The name Baphomet comes up in several of these confessions. Peter Partner states in his 1987 book The Knights Templar and their Myth, "In the trial of the Templars one of their main charges was their supposed worship of a heathen idol-head known as a 'Baphomet' ('Baphomet' = Mahomet = Muhammad)." The description of the object changed from confession to confession. Some Templars denied any knowledge of it. Others, under torture, described it as being either a severed head, a cat, or a head with three faces. The Templars did possess several silver-gilt heads as reliquaries, including one marked capud lviiim, another said to be St. Euphemia, and possibly the actual head of Hugh de Payns. The claims of an idol named Baphomet were unique to the Inquisition of the Templars. Karen Ralls, author of the Knights Templar Encyclopedia, argues that this is significant: "There is no mention of Baphomet either in the Templar Rule or in other medieval period Templar documents".

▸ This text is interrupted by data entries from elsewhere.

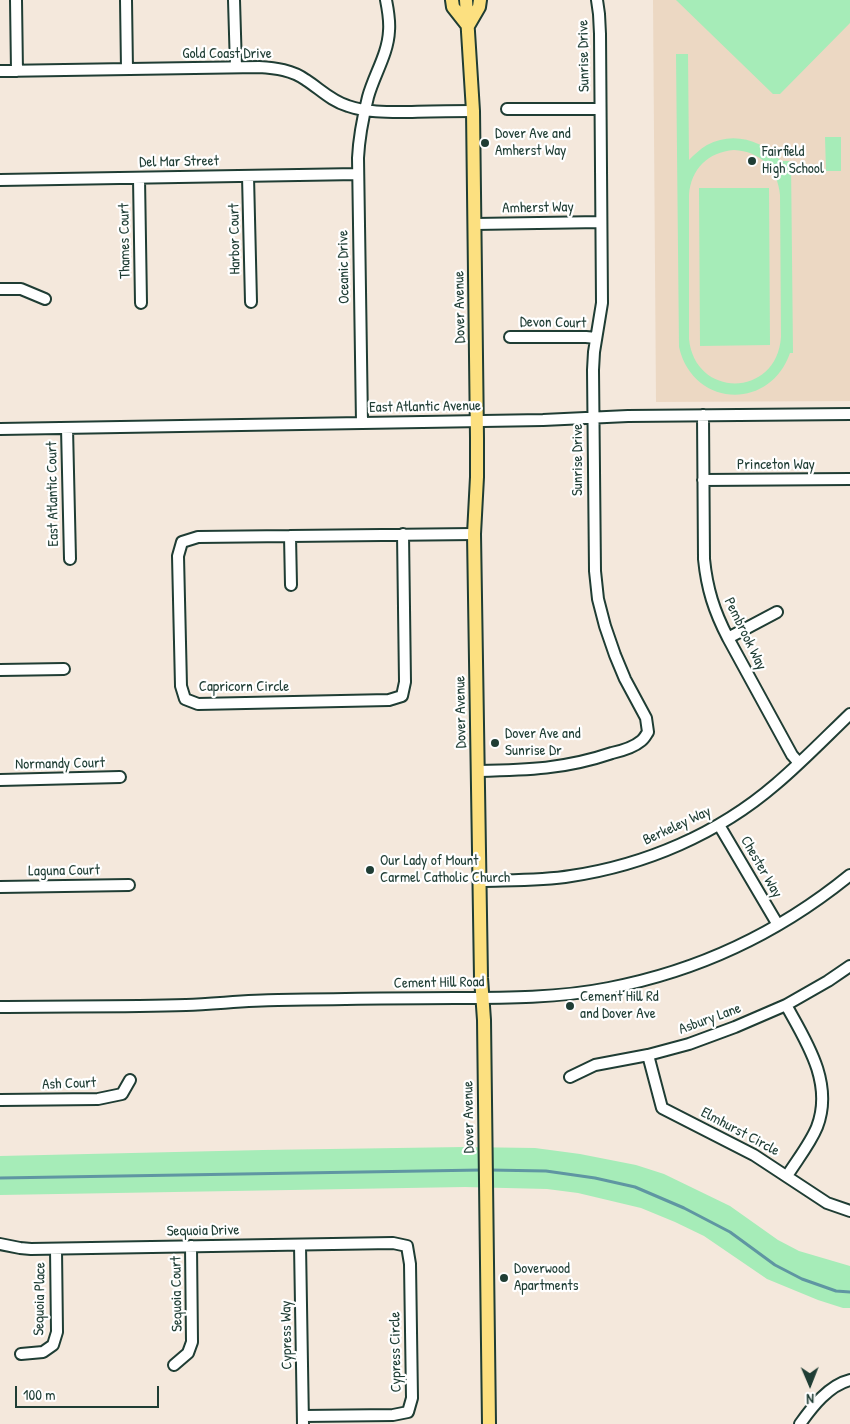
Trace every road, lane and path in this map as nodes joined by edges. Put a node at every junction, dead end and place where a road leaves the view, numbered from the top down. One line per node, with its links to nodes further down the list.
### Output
1 (16, 0): 13 (street)
2 (126, 0): 11 (street)
3 (234, 0): 10 (street)
4 (386, 0): 15 (street, Oceanic Drive)
5 (452, 0): 9 (main road)
6 (466, 0): 9 (main road, Dover Avenue)
7 (480, 0): 9 (main road)
8 (596, 0): 14 (street, Sunrise Drive)
9 (468, 26): 17 (main road, Dover Avenue)
10 (236, 68): 11 (street, Gold Coast Drive); 15 (street, Gold Coast Drive)
11 (127, 69): 13 (street, Gold Coast Drive)
12 (0, 71): 13 (street, Gold Coast Drive)
13 (17, 71)
14 (600, 109): 16 (street); 22 (street, Sunrise Drive)
15 (365, 110): 17 (street, Gold Coast Drive); 18 (street, Oceanic Drive)
16 (507, 110)
17 (473, 111): 23 (main road, Dover Avenue)
18 (358, 174): 19 (street, Del Mar Street); 34 (street, Oceanic Drive)
19 (248, 176): 20 (street, Del Mar Street); 26 (street, Harbor Court)
20 (139, 178): 21 (street, Del Mar Street); 27 (street, Thames Court)
21 (0, 180)
22 (601, 222): 23 (street, Amherst Way); 29 (street, Sunrise Drive)
23 (475, 224): 33 (main road, Dover Avenue)
24 (0, 290): 25 (street)
25 (45, 299)
26 (250, 302)
27 (142, 303)
28 (510, 337): 29 (street, Devon Court)
29 (596, 338): 32 (street, Sunrise Drive)
30 (850, 414): 31 (street, East Atlantic Avenue)
31 (702, 415): 32 (street, East Atlantic Avenue); 38 (street, Pembrook Way)
32 (593, 417): 33 (street, East Atlantic Avenue); 50 (street, Sunrise Drive)
33 (477, 422): 34 (street, East Atlantic Avenue); 40 (main road, Dover Avenue)
34 (362, 423): 35 (street, East Atlantic Avenue)
35 (67, 428): 36 (street, East Atlantic Avenue); 42 (street, East Atlantic Court)
36 (0, 429)
37 (850, 479): 38 (street, Princeton Way)
38 (703, 480): 45 (street, Pembrook Way)
39 (403, 534): 40 (street, Capricorn Circle); 41 (street, Capricorn Circle); 41 (street, Capricorn Circle)
40 (474, 534): 50 (main road, Dover Avenue)
41 (290, 536): 43 (street)
42 (70, 559)
43 (291, 585)
44 (777, 612): 45 (street)
45 (728, 638): 49 (street, Pembrook Way)
46 (64, 669): 47 (street)
47 (0, 670)
48 (850, 714): 49 (street, Berkeley Way)
49 (799, 763): 53 (street, Berkeley Way)
50 (478, 771): 55 (main road, Dover Avenue)
51 (120, 778): 52 (street, Normandy Court)
52 (0, 780)
53 (719, 825): 55 (street, Berkeley Way); 58 (street, Chester Way)
54 (850, 874): 58 (street, Cement Hill Road)
55 (480, 881): 60 (main road, Dover Avenue)
56 (129, 885): 57 (street, Laguna Court)
57 (0, 887)
58 (778, 925): 60 (street, Cement Hill Road)
59 (850, 966): 61 (street, Asbury Lane)
60 (482, 998): 62 (street, Cement Hill Road); 78 (main road, Dover Avenue)
61 (786, 1005): 63 (street, Asbury Lane); 67 (street)
62 (0, 1007)
63 (648, 1055): 64 (street, Asbury Lane); 67 (street, Elmhurst Circle)
64 (570, 1077)
65 (130, 1080): 66 (street, Ash Court)
66 (0, 1100)
67 (786, 1176): 68 (street, Elmhurst Circle)
68 (850, 1211)
69 (0, 1244): 73 (street, Sequoia Drive)
70 (300, 1245): 71 (street, Sequoia Drive); 72 (street, Sequoia Drive); 77 (street, Cypress Way)
71 (191, 1246): 73 (street, Sequoia Drive); 75 (street, Sequoia Court)
72 (407, 1246): 77 (street, Cypress Circle)
73 (56, 1249): 74 (street, Sequoia Place)
74 (21, 1354)
75 (174, 1365)
76 (850, 1380): 79 (street)
77 (303, 1420)
78 (489, 1424)
79 (800, 1424)

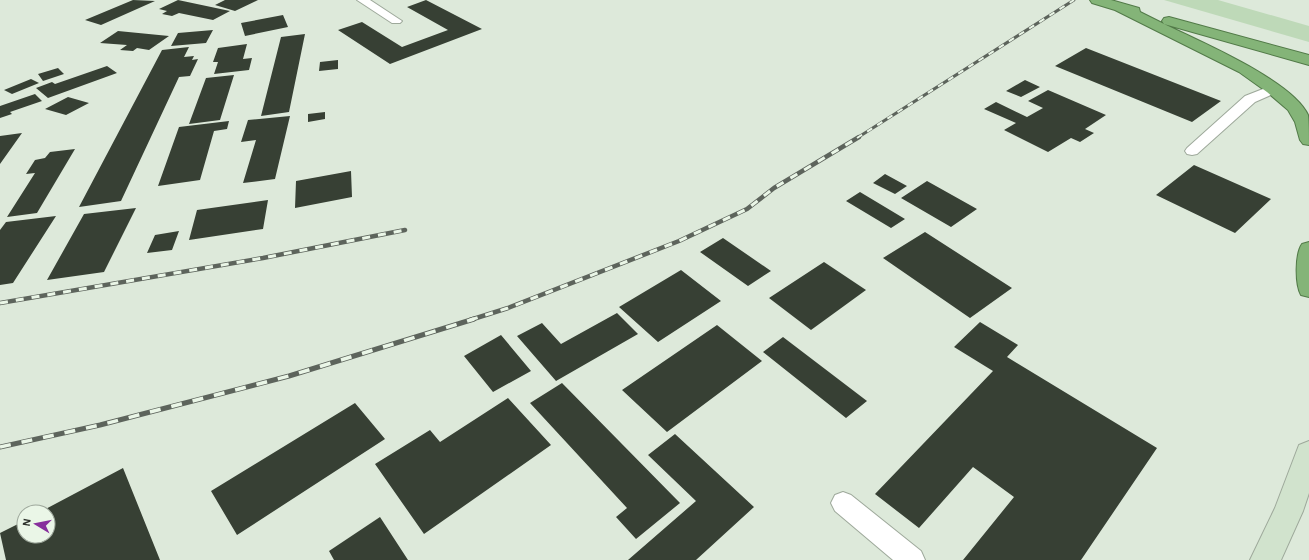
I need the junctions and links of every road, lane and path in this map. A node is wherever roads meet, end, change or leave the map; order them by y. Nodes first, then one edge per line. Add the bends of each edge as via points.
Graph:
1 (362, 0) edge
2 (1098, 0) edge
3 (1121, 8) junction
4 (396, 21) dead end
5 (1309, 60) edge
6 (1273, 89) junction
7 (1309, 140) edge
8 (1192, 151) dead end
9 (1309, 249) edge
10 (1309, 289) edge
11 (1309, 453) edge
12 (843, 503) dead end
13 (912, 560) edge
14 (1265, 560) edge

1 - 4 lane
2 - 3 highway
3 - 5 highway
3 - 6 highway via 1244,69
6 - 7 highway via 1295,107 1304,122
6 - 8 lane via 1250,99
9 - 10 highway
11 - 14 main road via 1288,511
12 - 13 lane

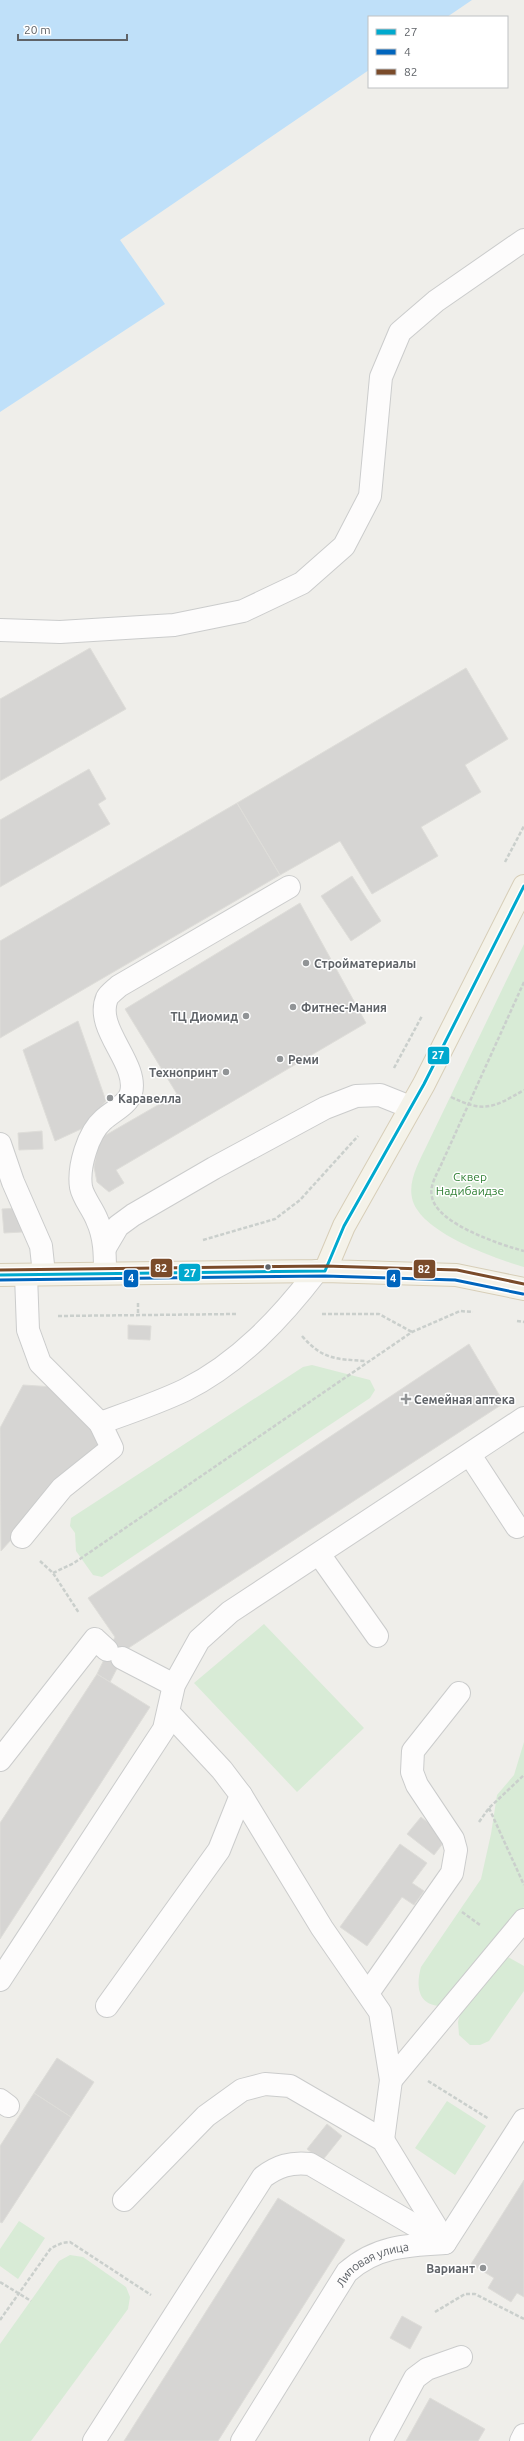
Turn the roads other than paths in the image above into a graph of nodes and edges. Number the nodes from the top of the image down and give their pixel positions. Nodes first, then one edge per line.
1 (524, 240) edge
2 (0, 630) edge
3 (524, 886) edge
4 (289, 887) dead end
5 (410, 1107) junction
6 (0, 1144) edge
7 (105, 1248) junction
8 (321, 1271) junction
9 (105, 1273) junction
10 (0, 1275) edge
11 (35, 1275) junction
12 (524, 1290) edge
13 (524, 1418) edge
14 (100, 1423) junction
15 (470, 1455) junction
16 (517, 1528) dead end
17 (22, 1537) dead end
18 (319, 1554) junction
19 (377, 1636) dead end
20 (174, 1685) junction
21 (459, 1693) dead end
22 (169, 1713) junction
23 (0, 1760) edge
24 (241, 1795) junction
25 (524, 1920) edge
26 (0, 1980) edge
27 (368, 1993) junction
28 (107, 2006) dead end
29 (391, 2080) junction
30 (519, 2128) edge
31 (383, 2140) junction
32 (124, 2200) dead end
33 (445, 2243) junction
34 (461, 2357) dead end
35 (524, 2436) edge
36 (94, 2441) edge
37 (242, 2441) edge
38 (381, 2441) edge
39 (521, 2441) edge

1 - 2 lane
3 - 5 main road
4 - 7 lane
5 - 7 lane
5 - 8 main road
6 - 11 lane
7 - 9 lane
8 - 9 main road
8 - 12 main road
8 - 14 lane
9 - 11 main road
10 - 11 main road
11 - 14 lane
13 - 15 lane
14 - 17 lane
15 - 16 lane
15 - 18 lane
18 - 19 lane
18 - 20 lane
20 - 22 lane
20 - 23 lane
21 - 27 lane
22 - 24 lane
22 - 26 lane
24 - 27 lane
24 - 28 lane
25 - 29 lane
27 - 29 lane
29 - 31 lane
30 - 33 lane
31 - 32 lane
31 - 33 lane
33 - 36 lane
33 - 37 lane, Липовая улица
34 - 38 lane
35 - 39 lane

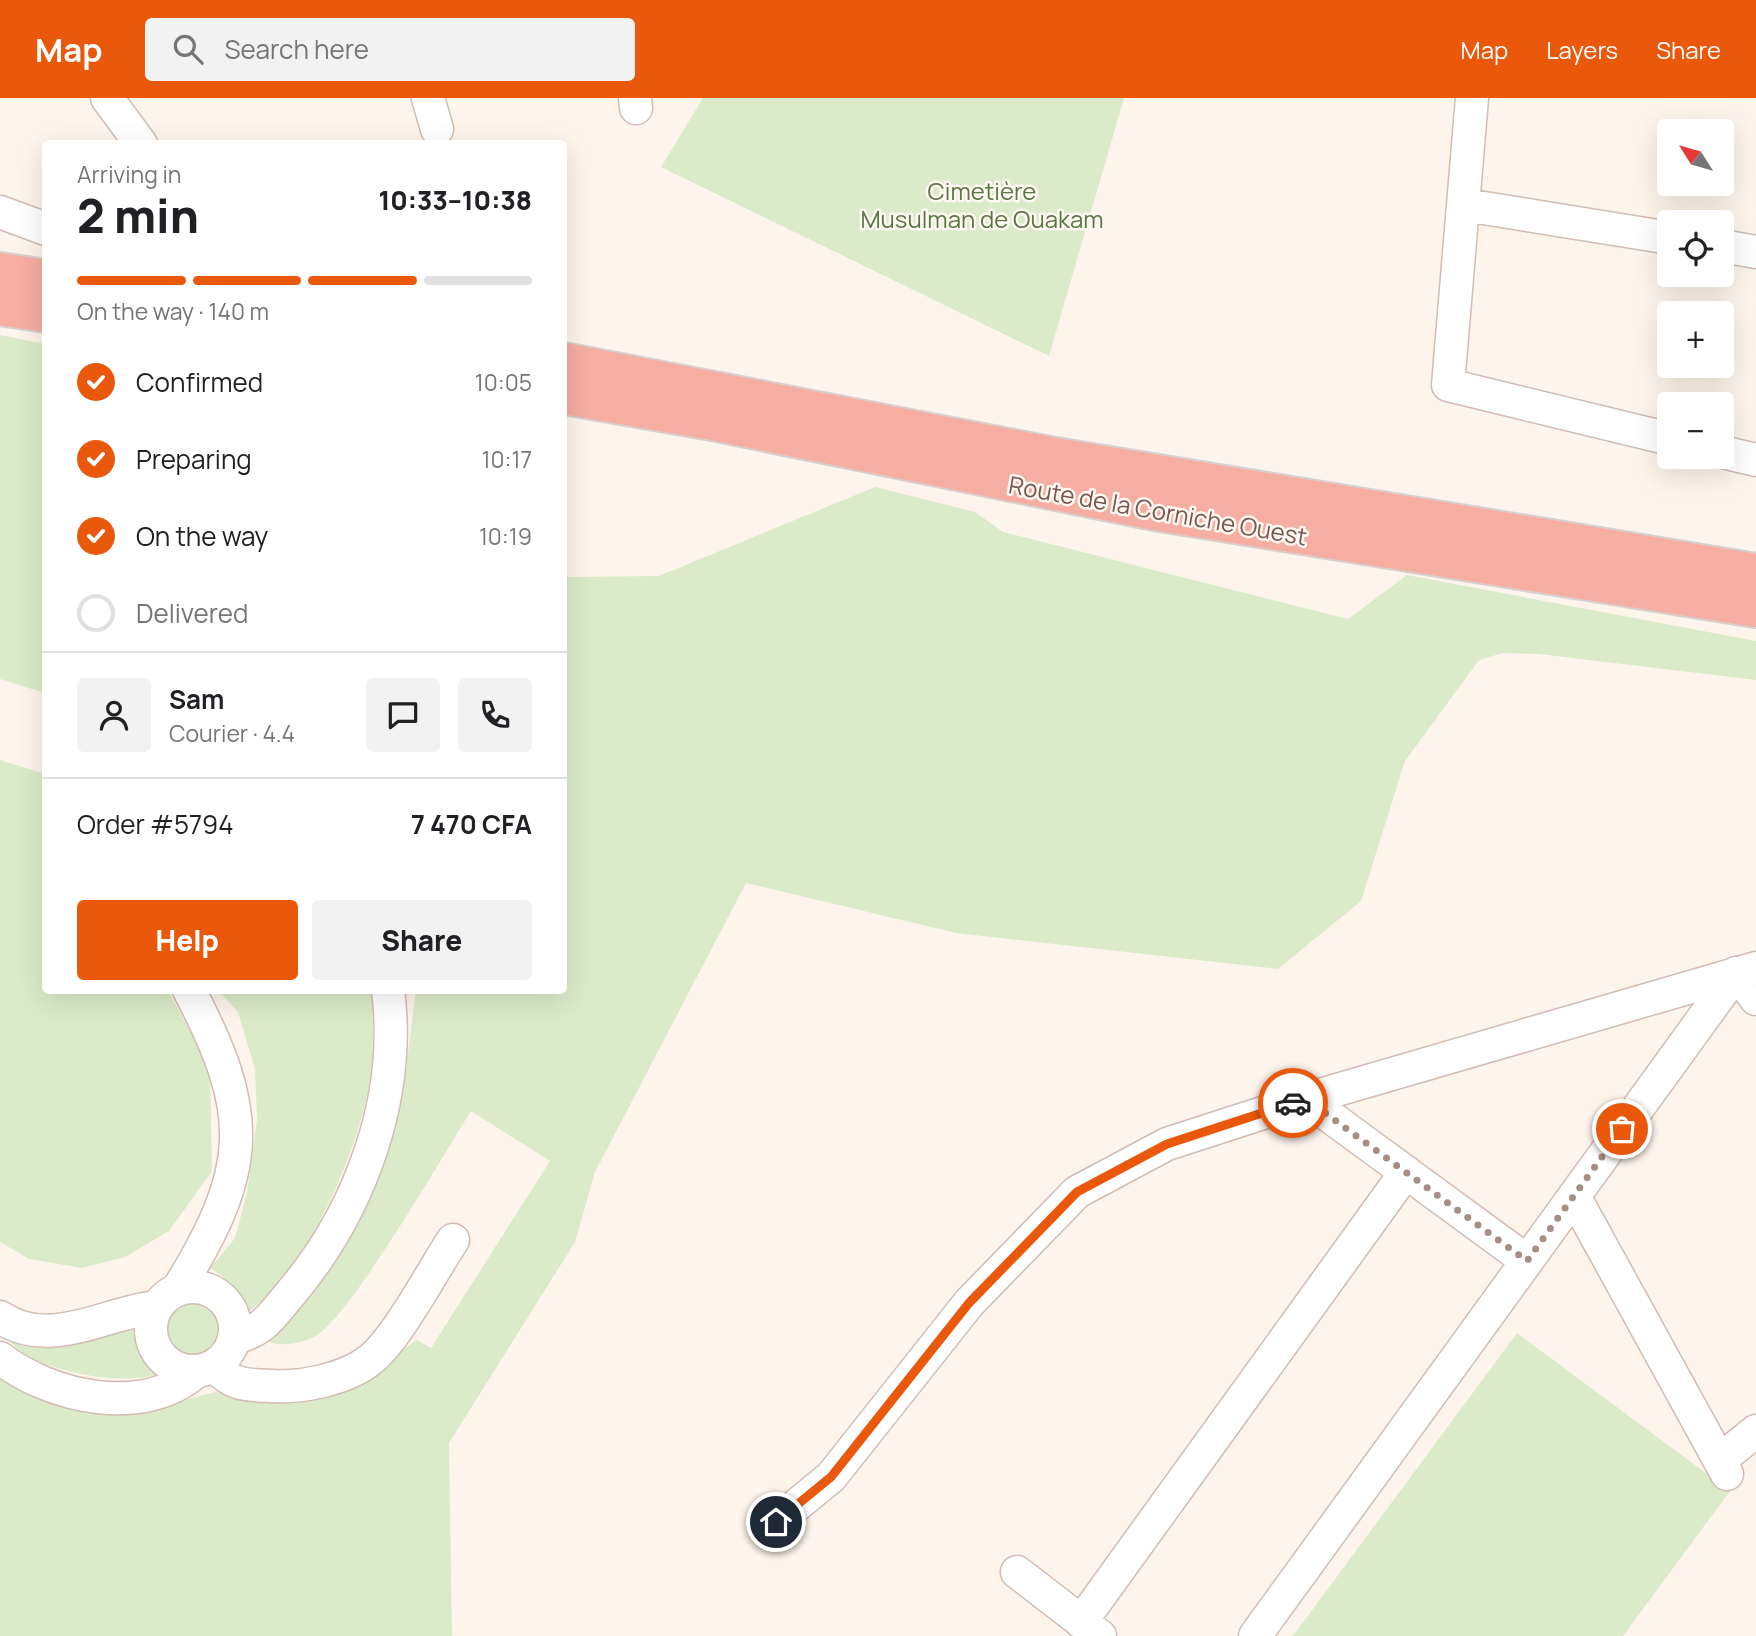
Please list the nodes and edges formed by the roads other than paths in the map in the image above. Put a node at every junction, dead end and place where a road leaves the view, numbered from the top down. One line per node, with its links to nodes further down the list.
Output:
1 (107, 98): 5 (street)
2 (428, 98): 4 (street)
3 (1472, 98): 6 (street)
4 (437, 128)
5 (138, 140)
6 (1465, 205): 9 (street); 18 (street)
7 (0, 212): 8 (street)
8 (42, 228)
9 (1657, 236)
10 (1734, 248): 11 (street)
11 (1756, 252)
12 (0, 272): 13 (highway)
13 (42, 278)
14 (0, 306): 15 (highway)
15 (42, 312)
16 (567, 363): 21 (highway, Route de la Corniche Ouest)
17 (567, 397): 22 (highway, Route de la Corniche Ouest)
18 (1657, 436)
19 (1734, 455): 20 (street)
20 (1756, 460)
21 (1756, 573)
22 (1756, 608)
23 (1746, 971): 26 (street); 27 (street); 29 (street)
24 (191, 994): 32 (street)
25 (388, 994): 34 (street)
26 (1756, 999)
27 (1306, 1099): 28 (street); 38 (street)
28 (1406, 1172): 31 (street); 40 (street)
29 (1574, 1196): 31 (street); 37 (street)
30 (453, 1240): 36 (street)
31 (1527, 1261): 41 (street)
32 (167, 1298): 33 (street); 34 (street); 36 (street)
33 (0, 1317)
34 (234, 1338): 36 (street)
35 (0, 1358): 36 (street)
36 (205, 1368)
37 (1756, 1431)
38 (776, 1522)
39 (1017, 1572): 40 (street)
40 (1091, 1629)
41 (1255, 1636)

Gauserand de Montpesant, a knight of Provence, said that their superior showed him an idol made in the form of Baffomet; another, named Raymond Rubei, described it as a wooden head, on which the figure of Baphomet was painted, and adds, "that he worshipped it by kissing its feet, and exclaiming, 'Yalla,' which was," he says, "verbum Saracenorum," a word taken from the Saracens. A templar of Florence declared that, in the secret chapters of the order, one brother said to the other, showing the idol, "Adore this head—this head is your god and your Mahomet."

Modern scholars such as Peter Partner and Malcolm Barber agree that the name of Baphomet was an Old French corruption of the name Muhammad, with the interpretation being that some of the Templars, through their long military occupation of the Outremer, had begun incorporating Islamic ideas into their belief system, and that this was seen and documented by the Inquisitors as heresy. Alain Demurger, however, rejects the idea that the Templars could have adopted the doctrines of their enemies. Helen Nicholson writes that the charges were essentially "manipulative"—the Templars "were accused of becoming fairy-tale Muslims." Medieval Christians falsely believed that Muslims were idolatrous and worshipped Muhammad as a god, with mahomet becoming mammet in English, meaning an idol or false god. This idol-worship is attributed to Muslims in several chansons de geste. For example, one finds the gods Bafum e Travagan in a Provençal poem on the life of St. Honorat, completed in 1300. In the Chanson de Simon Pouille, written before 1235, a Saracen idol is called Bafumetz. Partner's book provides a quote from a poem written in a Provençal dialect by a troubadour who is thought to have been a Templar. The poem is in reference to some battles in 1265 that were not going well for the Crusaders:

And daily they impose new defeats on us: for God, who used to watch on our behalf, is now asleep, and Muhammad puts forth his power to support the Sultan.